> [Task goal]:
From the data below, return all lines holding the string "Radic".

> [Provided data]:

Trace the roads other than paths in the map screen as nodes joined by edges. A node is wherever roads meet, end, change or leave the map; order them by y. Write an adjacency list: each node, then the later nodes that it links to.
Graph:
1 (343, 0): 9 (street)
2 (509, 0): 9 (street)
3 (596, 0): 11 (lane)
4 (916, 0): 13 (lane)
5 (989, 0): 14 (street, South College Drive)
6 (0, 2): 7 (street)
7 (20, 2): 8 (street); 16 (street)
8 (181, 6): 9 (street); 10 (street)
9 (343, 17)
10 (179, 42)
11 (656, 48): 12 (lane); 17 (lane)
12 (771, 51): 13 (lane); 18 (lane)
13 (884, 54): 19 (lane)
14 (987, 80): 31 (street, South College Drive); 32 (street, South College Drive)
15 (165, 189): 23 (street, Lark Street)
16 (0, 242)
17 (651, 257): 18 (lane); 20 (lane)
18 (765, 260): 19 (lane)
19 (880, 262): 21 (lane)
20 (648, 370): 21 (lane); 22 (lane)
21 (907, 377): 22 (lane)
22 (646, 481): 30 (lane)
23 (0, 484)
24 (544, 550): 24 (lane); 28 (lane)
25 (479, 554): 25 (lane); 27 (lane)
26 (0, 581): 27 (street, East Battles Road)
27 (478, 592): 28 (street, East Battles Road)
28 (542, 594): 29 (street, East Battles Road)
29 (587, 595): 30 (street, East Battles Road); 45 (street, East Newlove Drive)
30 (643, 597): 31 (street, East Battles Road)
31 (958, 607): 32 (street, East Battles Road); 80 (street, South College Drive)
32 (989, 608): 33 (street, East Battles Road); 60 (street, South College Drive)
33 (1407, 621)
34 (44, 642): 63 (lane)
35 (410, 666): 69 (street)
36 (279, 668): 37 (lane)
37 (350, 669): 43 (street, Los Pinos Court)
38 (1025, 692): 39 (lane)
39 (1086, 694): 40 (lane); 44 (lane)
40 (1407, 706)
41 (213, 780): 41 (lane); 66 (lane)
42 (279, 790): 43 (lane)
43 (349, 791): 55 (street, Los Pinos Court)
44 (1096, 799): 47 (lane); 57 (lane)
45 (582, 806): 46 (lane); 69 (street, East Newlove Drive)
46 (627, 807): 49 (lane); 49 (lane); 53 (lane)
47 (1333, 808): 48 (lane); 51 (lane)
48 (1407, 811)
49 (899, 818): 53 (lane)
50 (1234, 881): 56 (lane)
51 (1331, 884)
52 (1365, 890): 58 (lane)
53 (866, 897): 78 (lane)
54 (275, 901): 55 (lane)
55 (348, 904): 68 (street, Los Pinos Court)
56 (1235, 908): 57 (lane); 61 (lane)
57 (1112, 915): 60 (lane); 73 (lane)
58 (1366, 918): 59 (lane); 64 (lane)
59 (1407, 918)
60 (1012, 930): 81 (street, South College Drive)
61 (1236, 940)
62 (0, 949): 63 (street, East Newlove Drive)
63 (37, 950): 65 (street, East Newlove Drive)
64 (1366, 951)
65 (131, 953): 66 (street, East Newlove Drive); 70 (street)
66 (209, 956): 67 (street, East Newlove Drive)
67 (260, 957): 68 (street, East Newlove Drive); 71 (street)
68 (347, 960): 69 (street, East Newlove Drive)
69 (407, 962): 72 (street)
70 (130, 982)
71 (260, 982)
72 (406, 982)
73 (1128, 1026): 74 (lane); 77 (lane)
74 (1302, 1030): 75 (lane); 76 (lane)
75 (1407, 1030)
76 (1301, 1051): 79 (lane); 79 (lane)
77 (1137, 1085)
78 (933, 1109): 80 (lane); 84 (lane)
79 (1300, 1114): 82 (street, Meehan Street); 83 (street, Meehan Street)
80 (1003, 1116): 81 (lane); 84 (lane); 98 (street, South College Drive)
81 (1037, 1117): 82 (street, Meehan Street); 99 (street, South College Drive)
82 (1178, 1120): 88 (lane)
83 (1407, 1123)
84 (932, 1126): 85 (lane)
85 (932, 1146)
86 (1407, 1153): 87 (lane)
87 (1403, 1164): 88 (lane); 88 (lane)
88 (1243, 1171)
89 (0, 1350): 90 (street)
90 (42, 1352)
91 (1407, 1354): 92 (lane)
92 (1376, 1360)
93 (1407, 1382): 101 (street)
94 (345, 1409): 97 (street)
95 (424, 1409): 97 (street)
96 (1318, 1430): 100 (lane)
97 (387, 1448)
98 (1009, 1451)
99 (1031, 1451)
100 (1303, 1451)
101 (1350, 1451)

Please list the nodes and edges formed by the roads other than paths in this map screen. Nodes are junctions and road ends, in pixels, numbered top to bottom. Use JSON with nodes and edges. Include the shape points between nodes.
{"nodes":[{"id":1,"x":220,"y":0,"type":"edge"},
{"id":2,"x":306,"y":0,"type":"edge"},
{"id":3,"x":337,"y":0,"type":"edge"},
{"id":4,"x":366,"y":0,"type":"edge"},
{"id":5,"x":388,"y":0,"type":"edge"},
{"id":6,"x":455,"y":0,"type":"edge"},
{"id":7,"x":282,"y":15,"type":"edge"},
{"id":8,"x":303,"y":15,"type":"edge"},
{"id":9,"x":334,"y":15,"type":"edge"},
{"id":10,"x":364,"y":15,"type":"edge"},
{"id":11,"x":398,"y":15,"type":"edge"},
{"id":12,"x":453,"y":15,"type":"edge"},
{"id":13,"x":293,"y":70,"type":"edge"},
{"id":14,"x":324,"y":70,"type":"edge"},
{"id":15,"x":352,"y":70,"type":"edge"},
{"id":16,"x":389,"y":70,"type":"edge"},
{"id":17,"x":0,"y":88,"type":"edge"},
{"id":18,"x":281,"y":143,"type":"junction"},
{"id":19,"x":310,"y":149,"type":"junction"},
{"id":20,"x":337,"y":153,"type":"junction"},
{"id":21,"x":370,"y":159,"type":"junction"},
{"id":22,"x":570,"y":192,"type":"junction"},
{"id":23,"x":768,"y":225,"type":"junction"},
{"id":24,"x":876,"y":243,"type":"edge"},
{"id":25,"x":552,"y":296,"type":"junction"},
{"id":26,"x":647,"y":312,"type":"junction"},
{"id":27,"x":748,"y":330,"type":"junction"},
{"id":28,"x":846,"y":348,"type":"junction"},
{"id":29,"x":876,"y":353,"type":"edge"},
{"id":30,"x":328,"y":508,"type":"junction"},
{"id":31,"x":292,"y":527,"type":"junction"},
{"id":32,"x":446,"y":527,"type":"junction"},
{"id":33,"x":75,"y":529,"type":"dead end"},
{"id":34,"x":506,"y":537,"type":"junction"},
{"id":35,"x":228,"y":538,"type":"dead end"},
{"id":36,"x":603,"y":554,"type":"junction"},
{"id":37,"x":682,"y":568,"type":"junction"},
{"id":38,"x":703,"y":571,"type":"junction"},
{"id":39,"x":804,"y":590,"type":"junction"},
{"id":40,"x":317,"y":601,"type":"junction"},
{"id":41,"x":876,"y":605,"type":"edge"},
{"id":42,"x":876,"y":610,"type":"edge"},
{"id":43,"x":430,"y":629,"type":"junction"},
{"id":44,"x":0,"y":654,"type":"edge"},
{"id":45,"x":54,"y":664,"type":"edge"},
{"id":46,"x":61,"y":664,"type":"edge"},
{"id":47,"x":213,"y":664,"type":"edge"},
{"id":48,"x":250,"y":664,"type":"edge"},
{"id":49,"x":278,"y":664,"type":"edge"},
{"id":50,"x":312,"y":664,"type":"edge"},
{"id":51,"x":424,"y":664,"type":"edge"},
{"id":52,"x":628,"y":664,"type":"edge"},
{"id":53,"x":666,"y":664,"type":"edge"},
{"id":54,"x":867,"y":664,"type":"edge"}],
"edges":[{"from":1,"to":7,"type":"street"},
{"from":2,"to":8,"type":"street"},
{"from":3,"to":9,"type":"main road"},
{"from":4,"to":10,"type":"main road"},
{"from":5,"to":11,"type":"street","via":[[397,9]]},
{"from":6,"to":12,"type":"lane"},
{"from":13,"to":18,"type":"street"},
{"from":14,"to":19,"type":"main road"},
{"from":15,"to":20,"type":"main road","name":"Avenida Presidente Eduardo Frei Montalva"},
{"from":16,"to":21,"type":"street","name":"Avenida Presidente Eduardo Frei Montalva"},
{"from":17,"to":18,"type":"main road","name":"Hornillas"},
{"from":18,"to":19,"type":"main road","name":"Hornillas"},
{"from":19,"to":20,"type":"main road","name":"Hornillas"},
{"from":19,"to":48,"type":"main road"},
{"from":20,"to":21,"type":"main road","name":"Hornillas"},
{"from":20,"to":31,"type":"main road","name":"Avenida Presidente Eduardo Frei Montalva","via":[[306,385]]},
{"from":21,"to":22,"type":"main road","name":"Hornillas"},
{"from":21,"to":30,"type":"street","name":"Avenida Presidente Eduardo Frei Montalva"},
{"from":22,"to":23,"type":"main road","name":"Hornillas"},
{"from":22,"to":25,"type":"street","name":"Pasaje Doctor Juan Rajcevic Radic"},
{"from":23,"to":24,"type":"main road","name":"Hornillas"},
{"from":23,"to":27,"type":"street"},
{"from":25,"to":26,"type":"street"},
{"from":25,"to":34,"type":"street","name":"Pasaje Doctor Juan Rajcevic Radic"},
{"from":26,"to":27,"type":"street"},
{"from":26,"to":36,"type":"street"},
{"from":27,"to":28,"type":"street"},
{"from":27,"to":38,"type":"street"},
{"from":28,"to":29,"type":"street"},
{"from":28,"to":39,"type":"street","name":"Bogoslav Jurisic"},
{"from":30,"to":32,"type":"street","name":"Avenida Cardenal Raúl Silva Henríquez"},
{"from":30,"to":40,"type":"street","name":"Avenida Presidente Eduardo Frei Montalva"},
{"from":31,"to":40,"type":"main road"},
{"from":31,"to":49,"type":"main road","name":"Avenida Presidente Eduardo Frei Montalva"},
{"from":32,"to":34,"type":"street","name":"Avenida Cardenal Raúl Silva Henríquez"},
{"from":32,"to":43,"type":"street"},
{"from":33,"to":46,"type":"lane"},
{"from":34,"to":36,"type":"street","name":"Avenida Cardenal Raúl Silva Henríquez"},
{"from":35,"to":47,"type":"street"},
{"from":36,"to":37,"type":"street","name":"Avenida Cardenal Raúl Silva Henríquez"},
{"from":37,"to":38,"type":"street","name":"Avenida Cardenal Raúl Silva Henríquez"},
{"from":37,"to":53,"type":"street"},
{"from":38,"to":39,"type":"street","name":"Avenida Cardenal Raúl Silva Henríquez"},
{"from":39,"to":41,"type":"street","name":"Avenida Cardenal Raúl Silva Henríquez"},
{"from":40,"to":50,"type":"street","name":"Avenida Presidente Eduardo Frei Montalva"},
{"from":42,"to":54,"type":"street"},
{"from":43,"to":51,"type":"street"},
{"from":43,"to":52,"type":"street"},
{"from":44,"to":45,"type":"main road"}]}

> [Solution]:
{"from":22,"to":25,"type":"street","name":"Pasaje Doctor Juan Rajcevic Radic"},
{"from":25,"to":34,"type":"street","name":"Pasaje Doctor Juan Rajcevic Radic"},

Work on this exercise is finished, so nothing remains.